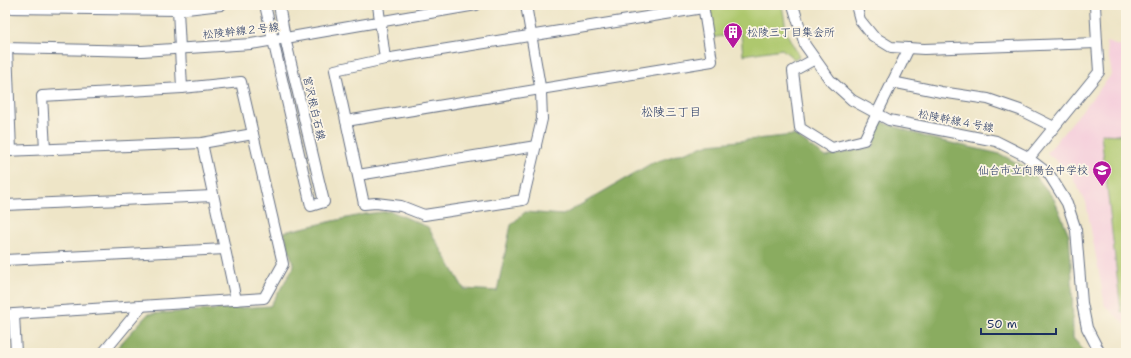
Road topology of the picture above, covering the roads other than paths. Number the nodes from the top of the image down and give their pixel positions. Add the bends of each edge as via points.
1 (221, 5) edge
2 (265, 5) edge
3 (279, 5) edge
4 (378, 5) edge
5 (476, 5) edge
6 (526, 5) edge
7 (793, 5) edge
8 (856, 5) edge
9 (1095, 5) edge
10 (37, 7) edge
11 (703, 7) edge
12 (5, 8) edge
13 (178, 10) junction
14 (380, 20) junction
15 (532, 37) junction
16 (285, 38) junction
17 (273, 41) junction
18 (1097, 43) junction
19 (6, 48) edge
20 (909, 48) junction
21 (180, 49) junction
22 (385, 59) junction
23 (815, 59) junction
24 (892, 82) junction
25 (182, 88) junction
26 (541, 89) junction
27 (877, 114) junction
28 (346, 121) junction
29 (1054, 127) junction
30 (253, 134) junction
31 (202, 143) junction
32 (536, 146) junction
33 (46, 149) junction
34 (8, 151) edge
35 (1029, 158) junction
36 (358, 176) junction
37 (213, 196) junction
38 (5, 205) edge
39 (225, 249) junction
40 (5, 260) edge
41 (236, 300) junction
42 (142, 306) junction
43 (10, 315) edge
44 (16, 353) edge
45 (103, 353) edge
46 (1100, 353) edge

1 - 13 street
2 - 17 street
3 - 16 street, 宮沢根白石線
4 - 14 street
5 - 14 street, 松陵幹線２号線
6 - 15 street
7 - 23 street, 松陵幹線４号線 via 805,45
8 - 20 street via 860,20 873,36 891,47
9 - 18 street
10 - 12 street
10 - 13 street
11 - 15 street
11 - 26 street via 712,61
13 - 21 street
14 - 16 street, 松陵幹線２号線
14 - 22 street
15 - 22 street
15 - 26 street
16 - 17 street, 松陵幹線２号線
16 - 17 street, 宮沢根白石線 via 324,202 310,206
17 - 21 street, 松陵幹線２号線
18 - 20 street
18 - 29 street via 1099,72
19 - 21 street, 松陵幹線２号線 via 142,51
19 - 34 street
20 - 24 street
21 - 25 street
22 - 28 street via 335,70
23 - 27 street, 松陵幹線４号線 via 830,80 852,100
23 - 27 street via 793,71 800,128 832,148 864,140
24 - 27 street
24 - 29 street via 988,99 1020,110
25 - 30 street via 241,82
25 - 33 street via 42,96
26 - 28 street
26 - 32 street via 542,119
27 - 35 street, 松陵幹線４号線 via 889,120 996,141
28 - 36 street
29 - 35 street
30 - 31 street
30 - 41 street via 283,264 264,298
31 - 33 street
31 - 37 street
32 - 36 street
32 - 36 street via 523,200 424,215 401,206 364,204
33 - 34 street
35 - 46 street, 松陵幹線４号線 via 1049,174 1067,203 1076,230 1082,303 1087,328
37 - 38 street
37 - 39 street
39 - 40 street
39 - 41 street
41 - 42 street
42 - 43 street
42 - 45 street
43 - 44 street

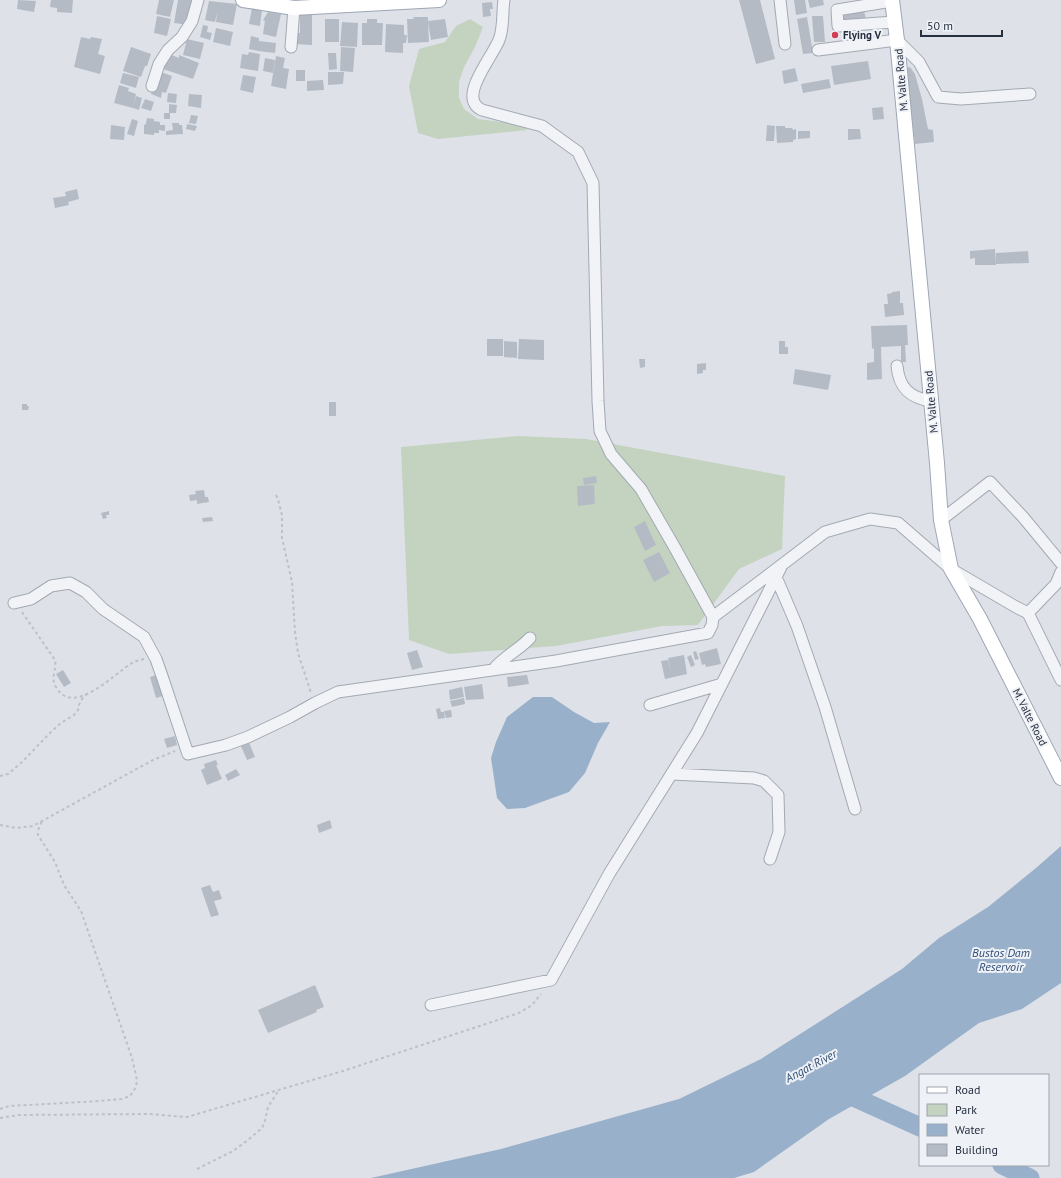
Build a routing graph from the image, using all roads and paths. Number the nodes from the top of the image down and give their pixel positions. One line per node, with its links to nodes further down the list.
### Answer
1 (198, 0): 14 (street)
2 (243, 0): 8 (main road)
3 (439, 0): 7 (main road)
4 (504, 0): 27 (street)
5 (780, 0): 11 (street)
6 (892, 0): 9 (main road, M. Valte Road); 9 (street)
7 (413, 1): 8 (main road)
8 (294, 8): 12 (street)
9 (894, 22): 10 (main road, M. Valte Road)
10 (897, 40): 13 (street); 15 (street); 17 (main road, M. Valte Road)
11 (785, 44)
12 (291, 47)
13 (818, 50)
14 (152, 86)
15 (1030, 94)
16 (897, 366): 17 (street)
17 (931, 401): 19 (main road, M. Valte Road)
18 (276, 495): 34 (path)
19 (941, 520): 20 (street); 22 (main road, M. Valte Road)
20 (1061, 563)
21 (782, 565): 22 (street); 24 (street); 27 (street)
22 (951, 569): 26 (street); 39 (main road, M. Valte Road)
23 (1061, 572): 26 (street)
24 (776, 577): 32 (street); 40 (street)
25 (14, 603): 29 (street); 33 (path)
26 (1028, 613): 31 (street)
27 (713, 617): 30 (street)
28 (530, 638): 30 (street)
29 (156, 659): 33 (path); 36 (street)
30 (494, 670): 34 (street)
31 (1061, 680)
32 (722, 684): 35 (street); 37 (street)
33 (88, 693): 38 (path)
34 (315, 703): 36 (street)
35 (650, 705)
36 (188, 754): 41 (path)
37 (672, 774): 43 (street); 44 (street)
38 (0, 776)
39 (1061, 778)
40 (855, 809)
41 (42, 821): 42 (path); 47 (path)
42 (0, 825)
43 (770, 860)
44 (551, 980): 45 (street); 46 (path)
45 (431, 1005)
46 (276, 1090): 48 (path); 49 (path)
47 (0, 1109)
48 (0, 1118)
49 (197, 1169)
········
__EXERCISE OBJECTIVE__
A word-for-word copy of the data above is needed, one that omits the pictures.

__ANSWER__
Road topology of the picture above, covering the roads other than paths. Number the nodes from the top of the image down and give their pixel positions. Add the bends of each edge as via points.
1 (221, 5) edge
2 (265, 5) edge
3 (279, 5) edge
4 (378, 5) edge
5 (476, 5) edge
6 (526, 5) edge
7 (793, 5) edge
8 (856, 5) edge
9 (1095, 5) edge
10 (37, 7) edge
11 (703, 7) edge
12 (5, 8) edge
13 (178, 10) junction
14 (380, 20) junction
15 (532, 37) junction
16 (285, 38) junction
17 (273, 41) junction
18 (1097, 43) junction
19 (6, 48) edge
20 (909, 48) junction
21 (180, 49) junction
22 (385, 59) junction
23 (815, 59) junction
24 (892, 82) junction
25 (182, 88) junction
26 (541, 89) junction
27 (877, 114) junction
28 (346, 121) junction
29 (1054, 127) junction
30 (253, 134) junction
31 (202, 143) junction
32 (536, 146) junction
33 (46, 149) junction
34 (8, 151) edge
35 (1029, 158) junction
36 (358, 176) junction
37 (213, 196) junction
38 (5, 205) edge
39 (225, 249) junction
40 (5, 260) edge
41 (236, 300) junction
42 (142, 306) junction
43 (10, 315) edge
44 (16, 353) edge
45 (103, 353) edge
46 (1100, 353) edge

1 - 13 street
2 - 17 street
3 - 16 street, 宮沢根白石線
4 - 14 street
5 - 14 street, 松陵幹線２号線
6 - 15 street
7 - 23 street, 松陵幹線４号線 via 805,45
8 - 20 street via 860,20 873,36 891,47
9 - 18 street
10 - 12 street
10 - 13 street
11 - 15 street
11 - 26 street via 712,61
13 - 21 street
14 - 16 street, 松陵幹線２号線
14 - 22 street
15 - 22 street
15 - 26 street
16 - 17 street, 松陵幹線２号線
16 - 17 street, 宮沢根白石線 via 324,202 310,206
17 - 21 street, 松陵幹線２号線
18 - 20 street
18 - 29 street via 1099,72
19 - 21 street, 松陵幹線２号線 via 142,51
19 - 34 street
20 - 24 street
21 - 25 street
22 - 28 street via 335,70
23 - 27 street, 松陵幹線４号線 via 830,80 852,100
23 - 27 street via 793,71 800,128 832,148 864,140
24 - 27 street
24 - 29 street via 988,99 1020,110
25 - 30 street via 241,82
25 - 33 street via 42,96
26 - 28 street
26 - 32 street via 542,119
27 - 35 street, 松陵幹線４号線 via 889,120 996,141
28 - 36 street
29 - 35 street
30 - 31 street
30 - 41 street via 283,264 264,298
31 - 33 street
31 - 37 street
32 - 36 street
32 - 36 street via 523,200 424,215 401,206 364,204
33 - 34 street
35 - 46 street, 松陵幹線４号線 via 1049,174 1067,203 1076,230 1082,303 1087,328
37 - 38 street
37 - 39 street
39 - 40 street
39 - 41 street
41 - 42 street
42 - 43 street
42 - 45 street
43 - 44 street

Build a routing graph from the image, using all roads and paths. Number the nodes from the top of the image down and give their pixel positions. One line per node, with its links to nodes further down the list.
### Answer
1 (198, 0): 14 (street)
2 (243, 0): 8 (main road)
3 (439, 0): 7 (main road)
4 (504, 0): 27 (street)
5 (780, 0): 11 (street)
6 (892, 0): 9 (main road, M. Valte Road); 9 (street)
7 (413, 1): 8 (main road)
8 (294, 8): 12 (street)
9 (894, 22): 10 (main road, M. Valte Road)
10 (897, 40): 13 (street); 15 (street); 17 (main road, M. Valte Road)
11 (785, 44)
12 (291, 47)
13 (818, 50)
14 (152, 86)
15 (1030, 94)
16 (897, 366): 17 (street)
17 (931, 401): 19 (main road, M. Valte Road)
18 (276, 495): 34 (path)
19 (941, 520): 20 (street); 22 (main road, M. Valte Road)
20 (1061, 563)
21 (782, 565): 22 (street); 24 (street); 27 (street)
22 (951, 569): 26 (street); 39 (main road, M. Valte Road)
23 (1061, 572): 26 (street)
24 (776, 577): 32 (street); 40 (street)
25 (14, 603): 29 (street); 33 (path)
26 (1028, 613): 31 (street)
27 (713, 617): 30 (street)
28 (530, 638): 30 (street)
29 (156, 659): 33 (path); 36 (street)
30 (494, 670): 34 (street)
31 (1061, 680)
32 (722, 684): 35 (street); 37 (street)
33 (88, 693): 38 (path)
34 (315, 703): 36 (street)
35 (650, 705)
36 (188, 754): 41 (path)
37 (672, 774): 43 (street); 44 (street)
38 (0, 776)
39 (1061, 778)
40 (855, 809)
41 (42, 821): 42 (path); 47 (path)
42 (0, 825)
43 (770, 860)
44 (551, 980): 45 (street); 46 (path)
45 (431, 1005)
46 (276, 1090): 48 (path); 49 (path)
47 (0, 1109)
48 (0, 1118)
49 (197, 1169)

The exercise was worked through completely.